What you up to?
Having coffee. Getting eyefucked. Eyefucking.
Full throttle
Some guys are relationship guys. Not our niche.
I'm at the store buying plan b and vodka
the cocktail of hope
even after i explained my bobby knight costume the bartender still kicked me out for throwing the chair
can I come stay the night
yeah, but no sex tonight
I'll stay home
id like to know how you successfully locked me in your backseat last night
I am now best friends with a lesbian named Zulu. I am pretty hammered already and made a game time decision to stay here another night,for partying purposes
I just power puked in the office bathroom.. blew blood vessels in my eyes and now I'm ready for a donut.... success
I just held a marble with my kegel muscles for 5 min. You may call me COCKCLAMP 9000!!!!
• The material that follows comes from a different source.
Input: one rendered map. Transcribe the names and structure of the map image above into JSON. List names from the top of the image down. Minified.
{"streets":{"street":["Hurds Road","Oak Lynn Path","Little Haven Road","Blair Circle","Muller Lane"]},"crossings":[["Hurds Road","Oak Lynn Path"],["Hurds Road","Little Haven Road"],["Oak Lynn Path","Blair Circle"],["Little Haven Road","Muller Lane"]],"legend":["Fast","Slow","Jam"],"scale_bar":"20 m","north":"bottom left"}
Holy shit there is too much Taco Bell here to talk to you
Quick how do you hit on a guy in the car behind you? It's important.
He thought you were kidding about me peeing on my ex...and then I was like "that was one time"
My sexual preferences tend to require a degree in psychology to understand
I AM DRUNK AND AGGRESSIVE ABOUT CURLING!
The US is in the finals, aren't they.
Thanks to you I can't show my boobs tomorrow for the interview.
You came in wearing a whipped cream bikini what did you think would happen
I gave Sophia a glitter bomb for Christmas. And before you ask is because she pooped in my cat litter box and then drank all my liquor and didn't pay me back and refuses to acknowledge that she had any wrongdoing. So she gets to clean up glitter for the next 10 years.